The littlest member of the party, the bride and groom’s 5-month-old daughter Katie, wore her great-grandmother’s 1914 baptismal gown to the wedding, which also served as her baptism. She is one of more than 30 family members to wear that particular heirloom.

(Photo: Crystal Williams.)
(Photo: Crystal Williams.)

The Albert Lea Tribune, the newspaper from Hench’s Minnesota hometown, reported that Rakowitz’s niece was a junior bridesmaid and wore a jacket repurposed from the lace bodice of her great-grandmother’s wedding gown. The flower girls’ dresses used materials from Rakowitz’s mother, aunt, and mother-in-law as well.
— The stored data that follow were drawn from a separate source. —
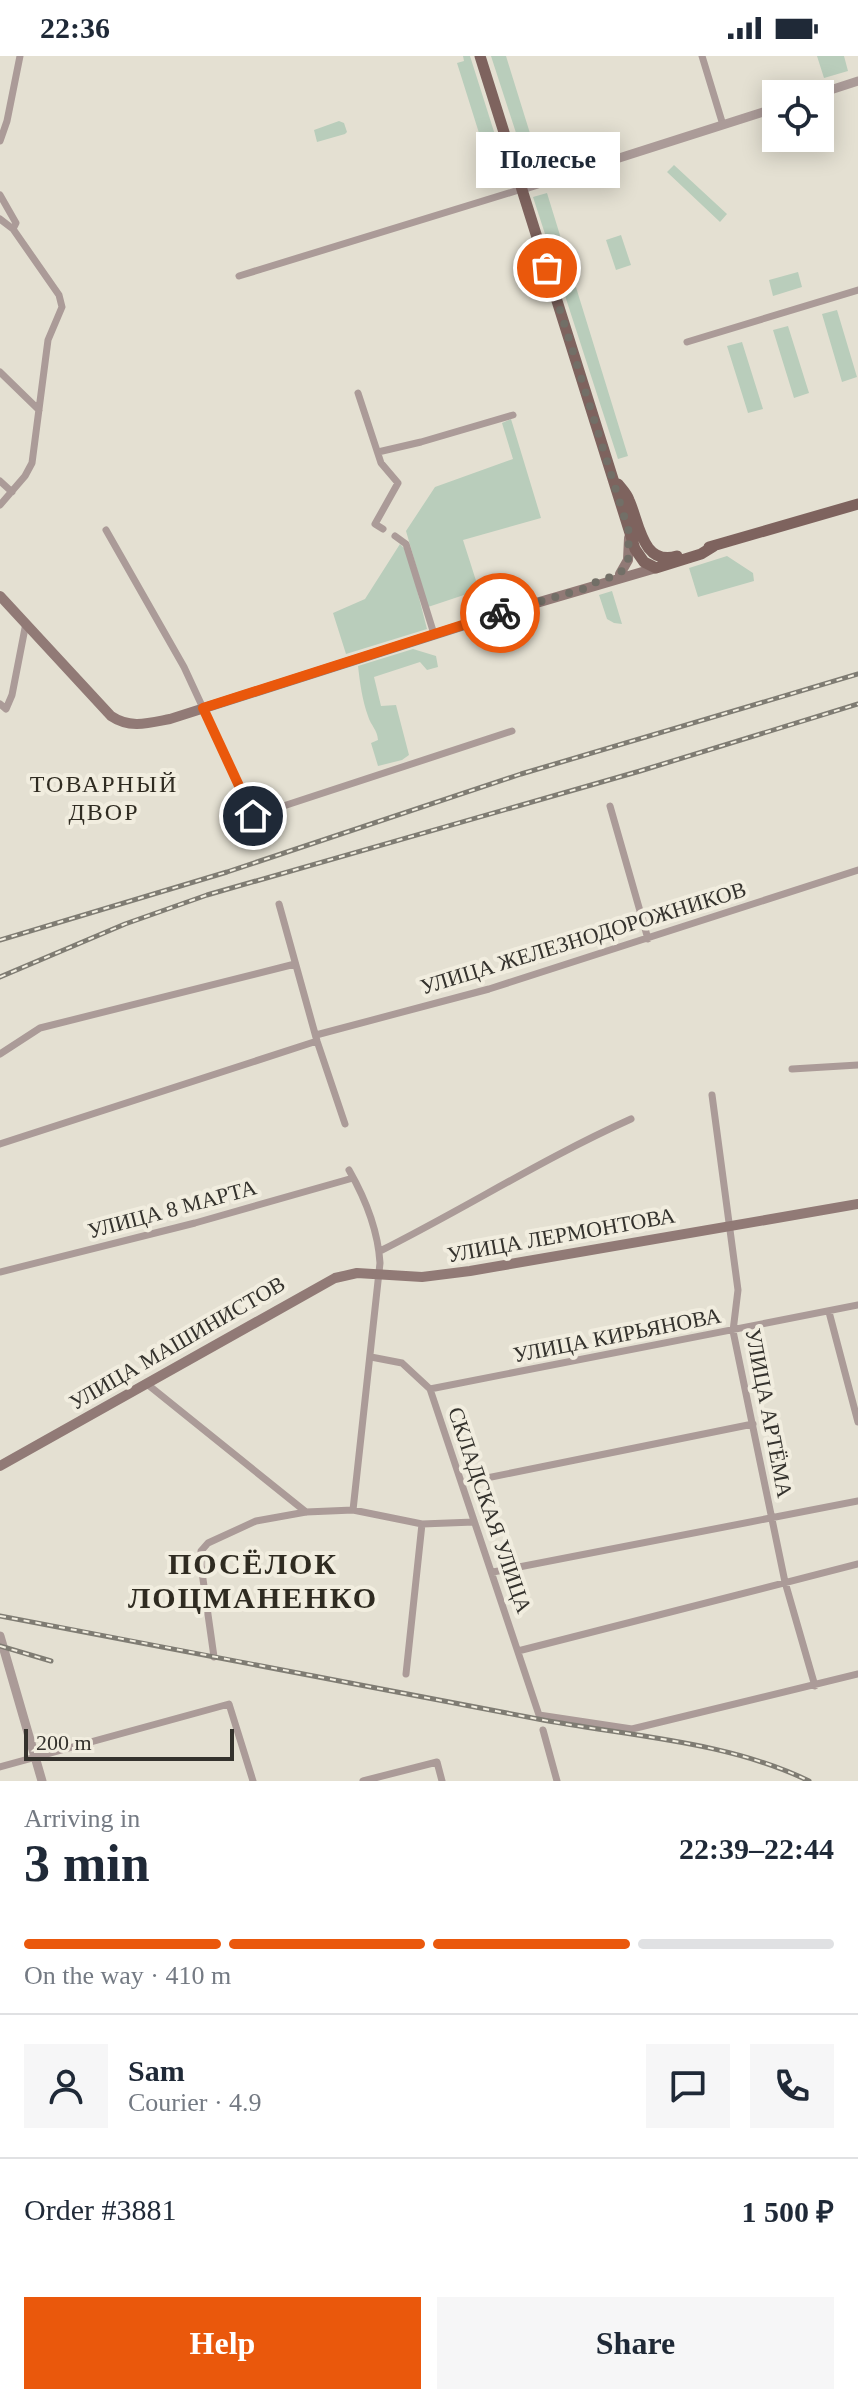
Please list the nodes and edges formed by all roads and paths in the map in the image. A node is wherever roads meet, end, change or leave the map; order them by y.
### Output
1 (20, 56) edge
2 (480, 56) edge
3 (702, 56) edge
4 (858, 81) edge
5 (834, 89) edge
6 (762, 112) edge
7 (723, 125) junction
8 (0, 141) edge
9 (522, 189) junction
10 (0, 195) edge
11 (0, 219) edge
12 (13, 229) junction
13 (239, 276) dead end
14 (858, 290) edge
15 (687, 342) dead end
16 (0, 372) edge
17 (358, 393) dead end
18 (39, 410) junction
19 (513, 415) dead end
20 (378, 452) junction
21 (612, 477) junction
22 (0, 481) edge
23 (12, 492) junction
24 (858, 504) edge
25 (0, 505) edge
26 (383, 529) dead end
27 (106, 530) dead end
28 (629, 532) junction
29 (395, 536) dead end
30 (643, 541) junction
31 (714, 546) junction
32 (670, 558) junction
33 (647, 565) junction
34 (624, 576) junction
35 (0, 596) edge
36 (26, 623) junction
37 (434, 634) junction
38 (3, 706) edge
39 (203, 708) junction
40 (512, 731) dead end
41 (610, 806) dead end
42 (858, 870) edge
43 (279, 904) dead end
44 (648, 939) junction
45 (295, 964) junction
46 (316, 1038) junction
47 (0, 1054) edge
48 (858, 1065) edge
49 (792, 1069) dead end
50 (712, 1095) dead end
51 (631, 1119) dead end
52 (345, 1124) dead end
53 (0, 1144) edge
54 (858, 1204) edge
55 (731, 1226) junction
56 (380, 1251) junction
57 (0, 1272) edge
58 (378, 1274) junction
59 (858, 1305) edge
60 (829, 1312) junction
61 (733, 1331) junction
62 (371, 1357) junction
63 (147, 1384) junction
64 (430, 1389) junction
65 (858, 1422) edge
66 (753, 1424) junction
67 (0, 1466) edge
68 (462, 1483) junction
69 (858, 1501) edge
70 (353, 1510) junction
71 (306, 1512) junction
72 (771, 1518) junction
73 (474, 1522) junction
74 (422, 1524) junction
75 (858, 1564) edge
76 (493, 1572) junction
77 (785, 1582) junction
78 (0, 1636) edge
79 (518, 1651) junction
80 (214, 1657) dead end
81 (406, 1674) dead end
82 (858, 1674) edge
83 (815, 1686) junction
84 (543, 1730) dead end
85 (35, 1757) junction
86 (0, 1767) edge
87 (42, 1781) edge
88 (253, 1781) edge
89 (363, 1781) edge
90 (442, 1781) edge
91 (557, 1781) edge

1 - 8 street
2 - 9 main road
3 - 7 street
4 - 5 street
6 - 7 street
7 - 9 street
9 - 13 street
9 - 21 main road
10 - 12 street
11 - 12 street
12 - 18 street
14 - 15 street
16 - 18 street
17 - 20 street
18 - 23 street
19 - 20 street
20 - 26 street
21 - 28 main road
21 - 30 main road
22 - 23 street
23 - 25 street
24 - 31 main road
27 - 39 street
28 - 33 main road
28 - 34 main road
29 - 37 street
30 - 32 main road
30 - 33 main road
31 - 32 main road
31 - 33 main road
32 - 33 main road
33 - 34 main road
34 - 37 main road
35 - 36 main road
36 - 38 street
36 - 39 main road
37 - 39 main road
39 - 40 street
41 - 44 street
42 - 44 street, УЛИЦА ЖЕЛЕЗНОДОРОЖНИКОВ
43 - 45 street
44 - 46 street, УЛИЦА ЖЕЛЕЗНОДОРОЖНИКОВ
45 - 46 street
45 - 47 street
46 - 52 street
46 - 53 street, УЛИЦА ЖЕЛЕЗНОДОРОЖНИКОВ
48 - 49 street
50 - 55 street, УЛИЦА АРТЁМА
51 - 56 street
54 - 55 main road, УЛИЦА ЛЕРМОНТОВА
55 - 58 main road, УЛИЦА ЛЕРМОНТОВА
55 - 61 street, УЛИЦА АРТЁМА
56 - 57 street, УЛИЦА 8 МАРТА
56 - 58 street
58 - 62 street
58 - 63 main road, УЛИЦА МАШИНИСТОВ
59 - 60 street, УЛИЦА КИРЬЯНОВА
60 - 61 street, УЛИЦА КИРЬЯНОВА
60 - 65 street
61 - 64 street, УЛИЦА КИРЬЯНОВА
61 - 66 street, УЛИЦА АРТЁМА
62 - 64 street, СКЛАДСКАЯ УЛИЦА
62 - 70 street
63 - 67 main road, УЛИЦА МАШИНИСТОВ
63 - 71 street
64 - 68 street, СКЛАДСКАЯ УЛИЦА
66 - 68 street
66 - 72 street, УЛИЦА АРТЁМА
68 - 73 street, СКЛАДСКАЯ УЛИЦА
69 - 72 street
70 - 71 street
70 - 74 street
71 - 80 street
72 - 76 street
72 - 77 street, УЛИЦА АРТЁМА
73 - 74 street
73 - 76 street, СКЛАДСКАЯ УЛИЦА
74 - 81 street
75 - 77 street
76 - 79 street, СКЛАДСКАЯ УЛИЦА
77 - 79 street
77 - 83 street, УЛИЦА АРТЁМА
78 - 85 street
79 - 83 street, СКЛАДСКАЯ УЛИЦА
82 - 83 street
84 - 91 street
85 - 86 street
85 - 87 street
85 - 88 street
89 - 90 street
“I didn’t get to see any of the finished products until a week and a half before the wedding,” she told Yahoo, explaining that her aunt and mother live in Minnesota. “It was interesting to have to do everything from afar.”

The wedding program explaining the dresses’ origins. (Photo: Courtesy Tammy Rakowitz.)
The wedding program explaining the dresses’ origins. (Photo: Courtesy Tammy Rakowitz.)

Surprisingly, no one seemed to regret seeing their dress taken apart for the project, Rakowitz said.

“Everyone seemed very willing to help and wanted to donate,” the bride told Yahoo. “My mom thought it would be harder to tear hers apart, but she said it didn’t bother her [because] it was going on to make something new. Now we can save it for my daughter, and then she can choose if she wants to use it again someday.”

It’s pretty remarkable that all of these gowns had been preserved well enough to be reused like this. Carissa Suter, who remakes old gowns at her store, the Gilded Thimble, in Bedford, Va., told Yahoo Style in 2016 that dry rot can make the material of vintage gowns impossible to work with.

“If the fabric is so old that if there’s any pressure put on the seams, the thread or the fabric rips, then it’s a no-go,” Suter said of evaluating old gowns for updating. But if the gown is carefully preserved, this kind of redesign is a beautiful way to honor the generations that came before you while still making it your own.

Rakowitz knew her process was something special, and she gave her wedding guests a booklet that described all the dresses and their reincarnations.

“We got married on June 17, which was my parents’ wedding anniversary,” she said. “We had all this history with my family involved in it, and then the day that we got married, our parents got married 45 years to that day. That was kind of special. It was sentimental to have all of that.”